_Exercise prompt_:
Reproduce all of the data exactly. Images are not to appear in the reply.

_Data for processing_:
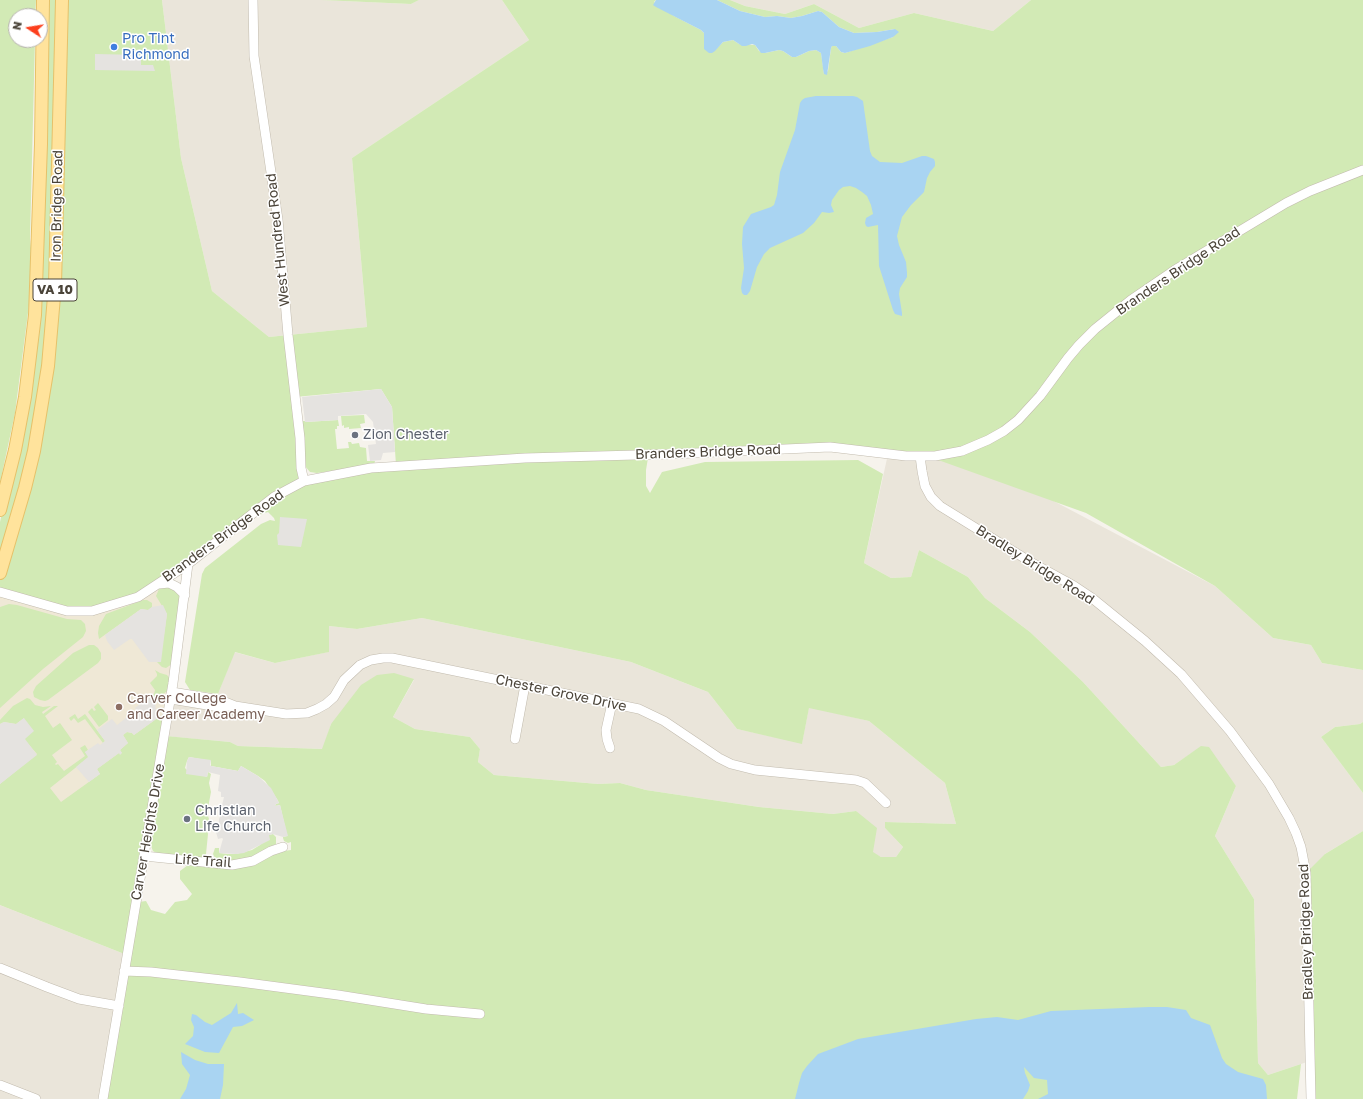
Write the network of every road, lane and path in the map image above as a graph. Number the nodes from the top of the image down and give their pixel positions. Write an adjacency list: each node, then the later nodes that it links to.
1 (43, 0): 7 (main road, Iron Bridge Road / VA 10)
2 (62, 0): 9 (main road, Iron Bridge Road / VA 10)
3 (253, 0): 6 (street, West Hundred Road)
4 (1363, 170): 5 (street, Branders Bridge Road)
5 (920, 456): 6 (street, Branders Bridge Road); 28 (street, Bradley Bridge Road)
6 (304, 481): 8 (street, Branders Bridge Road)
7 (0, 510)
8 (188, 564): 10 (street, Branders Bridge Road); 12 (street, Carver Heights Drive)
9 (0, 573)
10 (158, 584): 11 (street, Branders Bridge Road); 12 (street)
11 (0, 592)
12 (185, 595): 14 (street, Carver Heights Drive)
13 (526, 685): 14 (street, Chester Grove Drive); 15 (street, Chester Grove Drive); 16 (street)
14 (171, 696): 20 (street, Carver Heights Drive)
15 (612, 703): 17 (street); 18 (street, Chester Grove Drive)
16 (515, 739)
17 (610, 748)
18 (886, 803)
19 (283, 846): 20 (street, Life Trail)
20 (144, 856): 22 (street, Carver Heights Drive)
21 (0, 968): 23 (street)
22 (124, 971): 23 (street, Carver Heights Drive); 24 (street)
23 (119, 1006): 27 (street, Carver Heights Drive)
24 (480, 1014)
25 (0, 1085): 26 (street)
26 (36, 1099)
27 (103, 1099)
28 (1311, 1099)

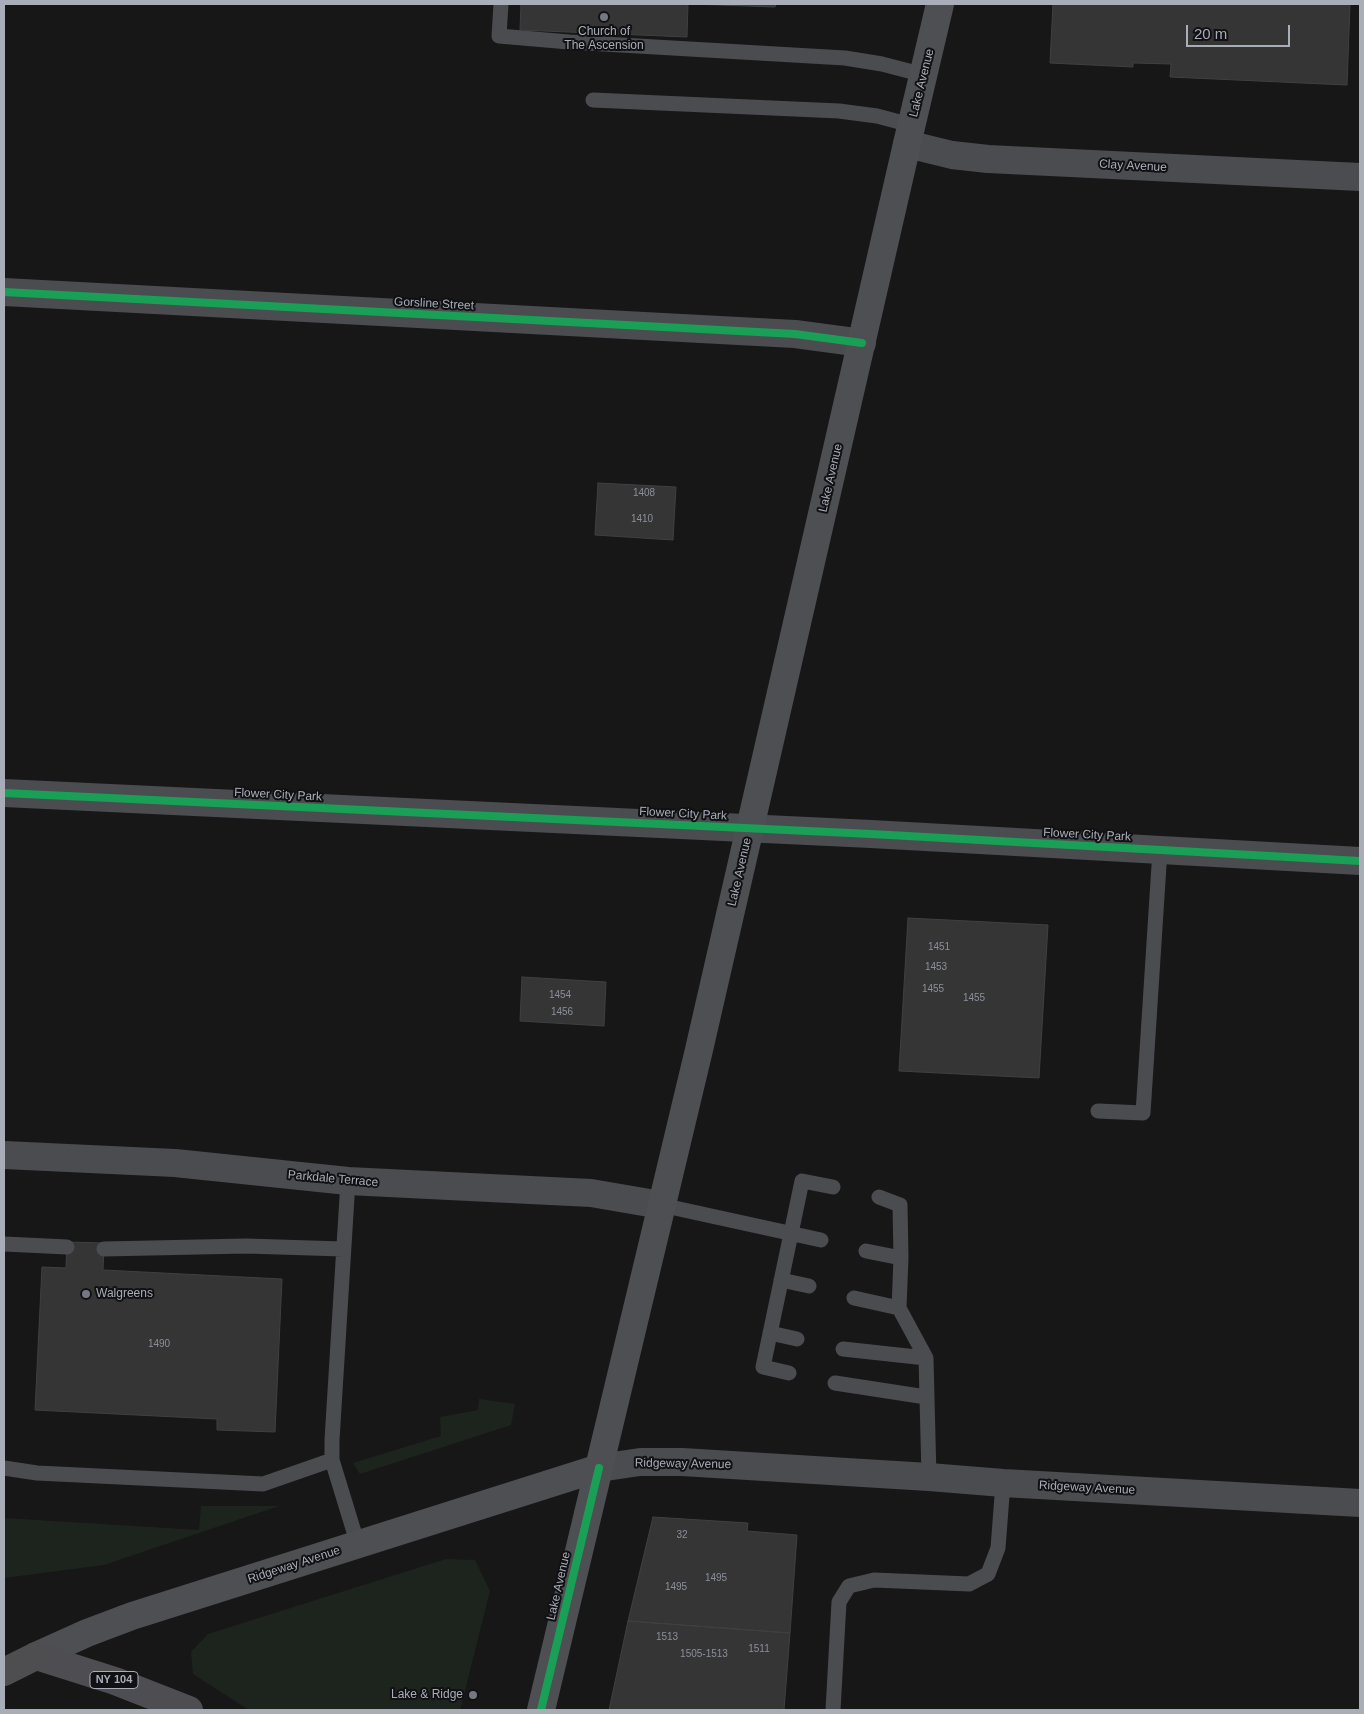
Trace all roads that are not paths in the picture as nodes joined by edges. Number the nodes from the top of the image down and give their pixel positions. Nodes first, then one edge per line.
1 (501, 4) edge
2 (940, 4) edge
3 (924, 74) junction
4 (593, 100) dead end
5 (909, 134) junction
6 (1360, 177) edge
7 (4, 292) edge
8 (862, 343) junction
9 (4, 793) edge
10 (750, 829) junction
11 (1160, 850) junction
12 (1360, 861) edge
13 (1098, 1111) dead end
14 (4, 1155) edge
15 (348, 1181) junction
16 (833, 1187) dead end
17 (878, 1197) dead end
18 (661, 1205) junction
19 (791, 1233) junction
20 (821, 1240) dead end
21 (4, 1244) edge
22 (67, 1247) dead end
23 (343, 1248) junction
24 (104, 1249) dead end
25 (866, 1251) dead end
26 (901, 1258) junction
27 (781, 1280) junction
28 (809, 1286) dead end
29 (854, 1298) dead end
30 (899, 1308) junction
31 (770, 1334) junction
32 (797, 1340) dead end
33 (843, 1349) dead end
34 (926, 1358) junction
35 (789, 1373) dead end
36 (835, 1383) dead end
37 (926, 1397) junction
38 (332, 1460) junction
39 (4, 1468) edge
40 (599, 1468) junction
41 (929, 1477) junction
42 (1003, 1483) junction
43 (1360, 1503) edge
44 (358, 1545) junction
45 (4, 1649) edge
46 (36, 1656) junction
47 (4, 1672) edge
48 (189, 1710) edge
49 (541, 1710) edge
50 (833, 1710) edge

1 - 3 lane
2 - 3 main road, Lake Avenue
3 - 5 main road, Lake Avenue
4 - 5 lane
5 - 6 street, Clay Avenue
5 - 8 main road, Lake Avenue
7 - 8 street, Gorsline Street
8 - 10 main road, Lake Avenue
9 - 10 street, Flower City Park
10 - 11 street, Flower City Park
10 - 18 main road, Lake Avenue
11 - 12 street, Flower City Park
11 - 13 lane
14 - 15 street, Parkdale Terrace
15 - 18 street, Parkdale Terrace
15 - 23 lane
16 - 19 lane
17 - 26 lane
18 - 19 lane
18 - 40 main road, Lake Avenue
19 - 20 lane
19 - 27 lane
21 - 22 lane
23 - 24 lane
23 - 38 lane
25 - 26 lane
26 - 30 lane
27 - 28 lane
27 - 31 lane
29 - 30 lane
30 - 34 lane
31 - 32 lane
31 - 35 lane
33 - 34 lane
34 - 37 lane
36 - 37 lane
37 - 41 lane
38 - 39 lane
38 - 44 lane
40 - 41 street, Ridgeway Avenue
40 - 44 main road, Ridgeway Avenue
40 - 49 main road, Lake Avenue
41 - 42 street, Ridgeway Avenue
42 - 43 street, Ridgeway Avenue
42 - 50 lane
44 - 46 main road, Ridgeway Avenue
45 - 46 highway, NY 104
46 - 47 highway
46 - 48 highway, NY 104

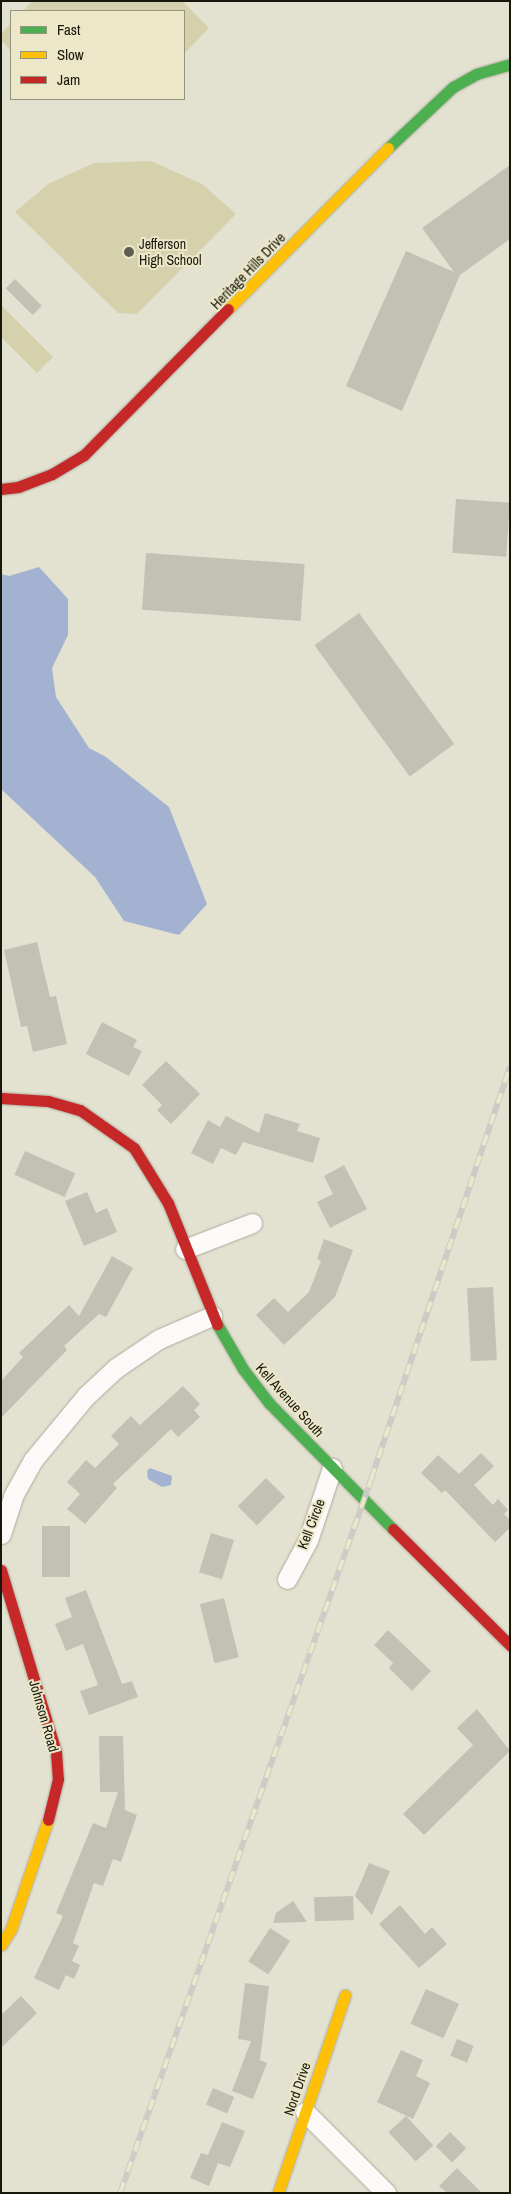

_Solution below_:
Write the network of every road, lane and path in the map image above as a graph. Number the nodes from the top of the image down and give their pixel positions. Write an adjacency list: each node, then the later nodes that it links to.
1 (43, 0): 7 (main road, Iron Bridge Road / VA 10)
2 (62, 0): 9 (main road, Iron Bridge Road / VA 10)
3 (253, 0): 6 (street, West Hundred Road)
4 (1363, 170): 5 (street, Branders Bridge Road)
5 (920, 456): 6 (street, Branders Bridge Road); 28 (street, Bradley Bridge Road)
6 (304, 481): 8 (street, Branders Bridge Road)
7 (0, 510)
8 (188, 564): 10 (street, Branders Bridge Road); 12 (street, Carver Heights Drive)
9 (0, 573)
10 (158, 584): 11 (street, Branders Bridge Road); 12 (street)
11 (0, 592)
12 (185, 595): 14 (street, Carver Heights Drive)
13 (526, 685): 14 (street, Chester Grove Drive); 15 (street, Chester Grove Drive); 16 (street)
14 (171, 696): 20 (street, Carver Heights Drive)
15 (612, 703): 17 (street); 18 (street, Chester Grove Drive)
16 (515, 739)
17 (610, 748)
18 (886, 803)
19 (283, 846): 20 (street, Life Trail)
20 (144, 856): 22 (street, Carver Heights Drive)
21 (0, 968): 23 (street)
22 (124, 971): 23 (street, Carver Heights Drive); 24 (street)
23 (119, 1006): 27 (street, Carver Heights Drive)
24 (480, 1014)
25 (0, 1085): 26 (street)
26 (36, 1099)
27 (103, 1099)
28 (1311, 1099)

Trace all roads that are not paths in the picture as nodes joined by edges. Number the nodes from the top of the image down and give their pixel positions. Nodes first, then one edge per line.
1 (501, 4) edge
2 (940, 4) edge
3 (924, 74) junction
4 (593, 100) dead end
5 (909, 134) junction
6 (1360, 177) edge
7 (4, 292) edge
8 (862, 343) junction
9 (4, 793) edge
10 (750, 829) junction
11 (1160, 850) junction
12 (1360, 861) edge
13 (1098, 1111) dead end
14 (4, 1155) edge
15 (348, 1181) junction
16 (833, 1187) dead end
17 (878, 1197) dead end
18 (661, 1205) junction
19 (791, 1233) junction
20 (821, 1240) dead end
21 (4, 1244) edge
22 (67, 1247) dead end
23 (343, 1248) junction
24 (104, 1249) dead end
25 (866, 1251) dead end
26 (901, 1258) junction
27 (781, 1280) junction
28 (809, 1286) dead end
29 (854, 1298) dead end
30 (899, 1308) junction
31 (770, 1334) junction
32 (797, 1340) dead end
33 (843, 1349) dead end
34 (926, 1358) junction
35 (789, 1373) dead end
36 (835, 1383) dead end
37 (926, 1397) junction
38 (332, 1460) junction
39 (4, 1468) edge
40 (599, 1468) junction
41 (929, 1477) junction
42 (1003, 1483) junction
43 (1360, 1503) edge
44 (358, 1545) junction
45 (4, 1649) edge
46 (36, 1656) junction
47 (4, 1672) edge
48 (189, 1710) edge
49 (541, 1710) edge
50 (833, 1710) edge

1 - 3 lane
2 - 3 main road, Lake Avenue
3 - 5 main road, Lake Avenue
4 - 5 lane
5 - 6 street, Clay Avenue
5 - 8 main road, Lake Avenue
7 - 8 street, Gorsline Street
8 - 10 main road, Lake Avenue
9 - 10 street, Flower City Park
10 - 11 street, Flower City Park
10 - 18 main road, Lake Avenue
11 - 12 street, Flower City Park
11 - 13 lane
14 - 15 street, Parkdale Terrace
15 - 18 street, Parkdale Terrace
15 - 23 lane
16 - 19 lane
17 - 26 lane
18 - 19 lane
18 - 40 main road, Lake Avenue
19 - 20 lane
19 - 27 lane
21 - 22 lane
23 - 24 lane
23 - 38 lane
25 - 26 lane
26 - 30 lane
27 - 28 lane
27 - 31 lane
29 - 30 lane
30 - 34 lane
31 - 32 lane
31 - 35 lane
33 - 34 lane
34 - 37 lane
36 - 37 lane
37 - 41 lane
38 - 39 lane
38 - 44 lane
40 - 41 street, Ridgeway Avenue
40 - 44 main road, Ridgeway Avenue
40 - 49 main road, Lake Avenue
41 - 42 street, Ridgeway Avenue
42 - 43 street, Ridgeway Avenue
42 - 50 lane
44 - 46 main road, Ridgeway Avenue
45 - 46 highway, NY 104
46 - 47 highway
46 - 48 highway, NY 104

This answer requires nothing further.